- Koipuram Location in Kerala, India Koipuram Koipuram (India)
- Coordinates: 9°20′40″N 76°39′05″E﻿ / ﻿9.34444°N 76.65139°E
- Country: India
- State: Kerala
- District: Pathanamthitta
- Taluk: Tiruvalla

Population (2011)
- • Total: 26,425

Languages
- • Official: Malayalam, English
- Time zone: UTC+5:30 (IST)
- PIN: 6XXXXX
- Vehicle registration: KL-27
- Website: http://rto.inmap.in/Thiruvalla/Kerala

= Koipuram =

 Koipuram is a large census village in Tiruvalla, Pathanamthitta district in the state of Kerala, India.
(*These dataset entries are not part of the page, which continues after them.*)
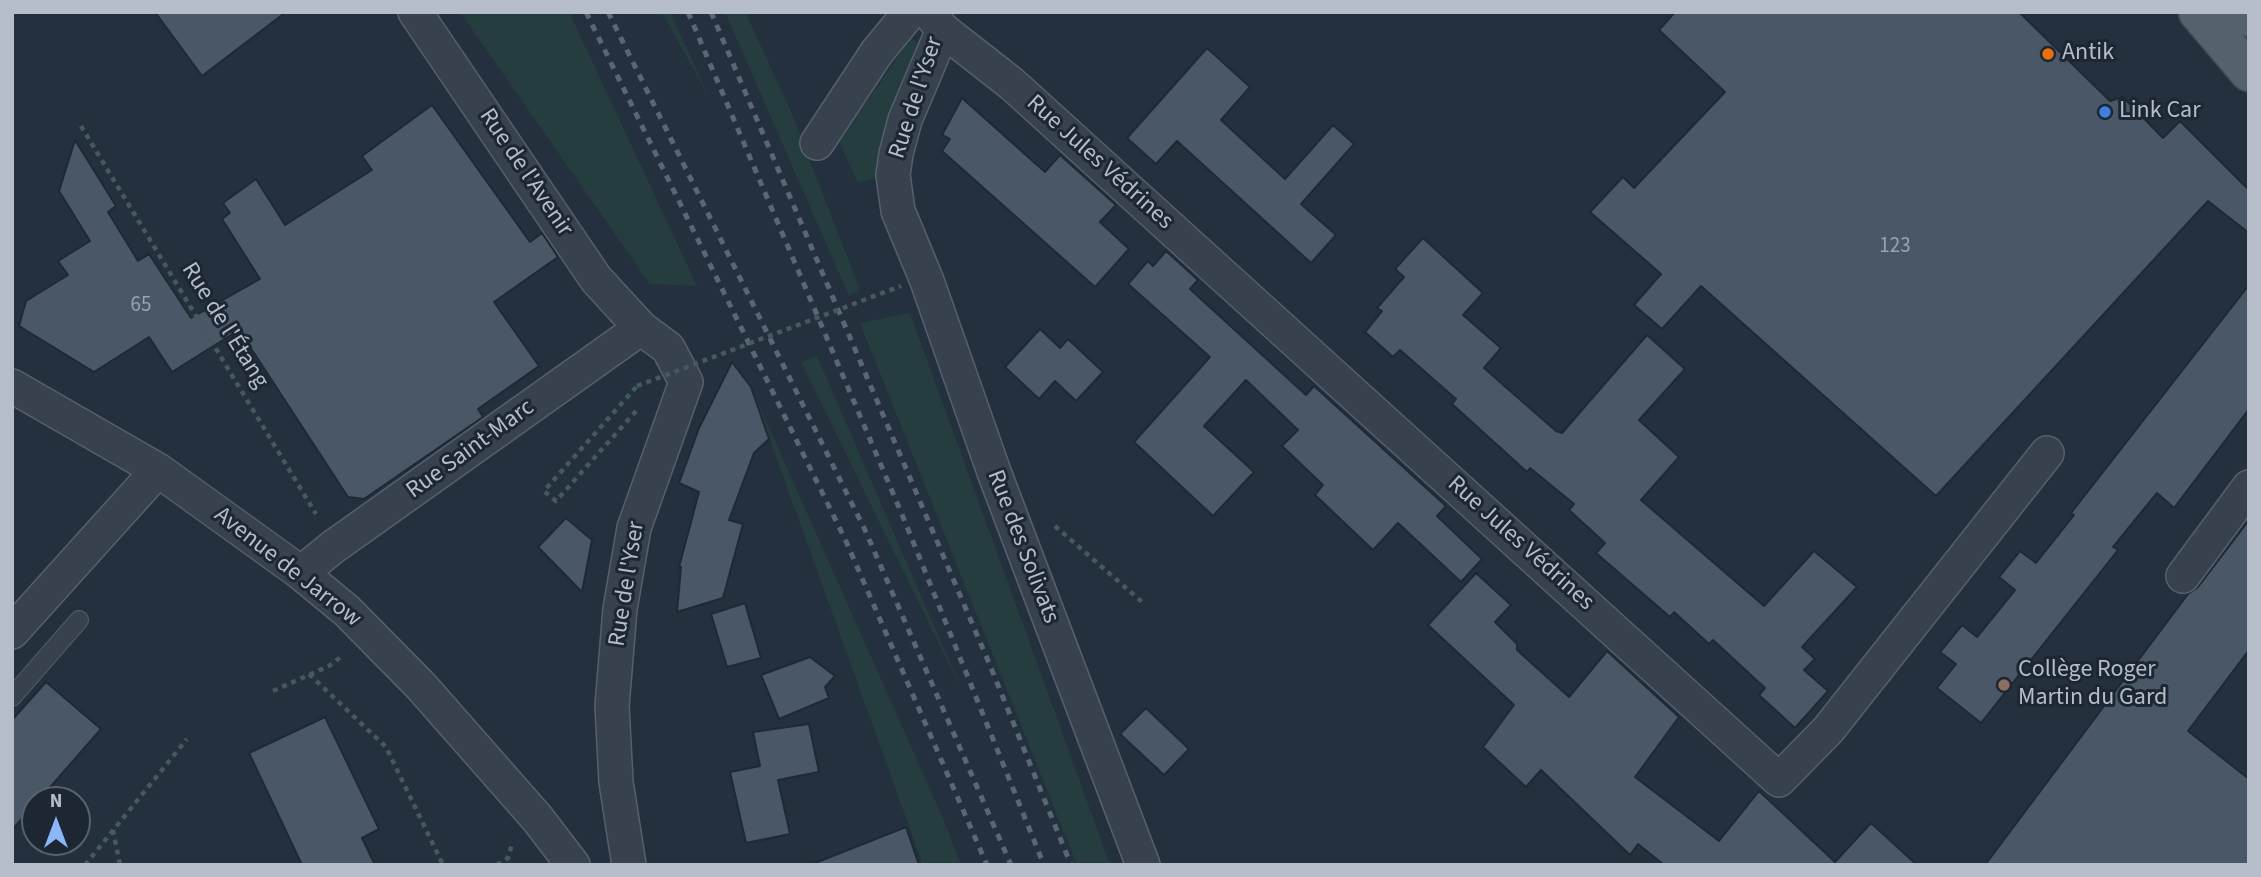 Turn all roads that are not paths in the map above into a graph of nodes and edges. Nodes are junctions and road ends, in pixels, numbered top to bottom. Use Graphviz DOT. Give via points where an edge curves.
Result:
graph roads {
  1 [pos="415,12"];
  2 [pos="911,12"];
  3 [pos="2198,12"];
  4 [pos="2243,12"];
  5 [pos="2249,17"];
  6 [pos="936,21"];
  7 [pos="2249,72"];
  8 [pos="817,144"];
  9 [pos="904,228"];
  10 [pos="641,328"];
  11 [pos="12,386"];
  12 [pos="2047,453"];
  13 [pos="159,470"];
  14 [pos="2249,487"];
  15 [pos="301,573"];
  16 [pos="2183,576"];
  17 [pos="79,620"];
  18 [pos="12,632"];
  19 [pos="12,697"];
  20 [pos="573,865"];
  21 [pos="629,865"];
  22 [pos="1143,865"];
  1 -- 10 [label="street, Rue de l'Avenir" via="596,279"];
  2 -- 8 [label="street, Rue de l'Yser" via="877,52"];
  3 -- 7 [label="main road"];
  4 -- 5 [label="main road"];
  6 -- 9 [label="street, Rue de l'Yser" via="896,154 894,192"];
  6 -- 12 [label="street, Rue Jules Védrines" via="1013,84 1779,780 1828,730"];
  9 -- 22 [label="street, Rue des Solivats"];
  10 -- 15 [label="street, Rue Saint-Marc"];
  10 -- 21 [label="street, Rue de l'Yser" via="668,348 686,382 634,528 620,608 612,706 616,782"];
  11 -- 13 [label="street, Avenue de Jarrow"];
  13 -- 15 [label="street, Avenue de Jarrow"];
  13 -- 18 [label="street"];
  14 -- 16 [label="street"];
  15 -- 20 [label="street, Avenue de Jarrow" via="421,685"];
  17 -- 19 [label="lane"];
}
Kumbanad, Muttumon, Pullad, Poovathoor, are the nodal points.

== Demographics ==
Koipuram is a large census village located in Tiruvalla, with 7319 families residing. The population of Koipuram area is 26425, of which 12231 are males while 14194 are females as per the Population Census of 2011. Average Sex Ratio of Koipuram village is 1160 which is higher than the Kerala state average of 1084. Child Sex Ratio for the Koipuram as per census is 989, higher than the Kerala average of 964. Koipuram village has higher literacy rate compared to Kerala. In 2011, the literacy rate of Koipuram village was 97.31% compared to 94.00% of Kerala. In Koipuram male literacy was at 97.57% while female literacy rate was 97.09%.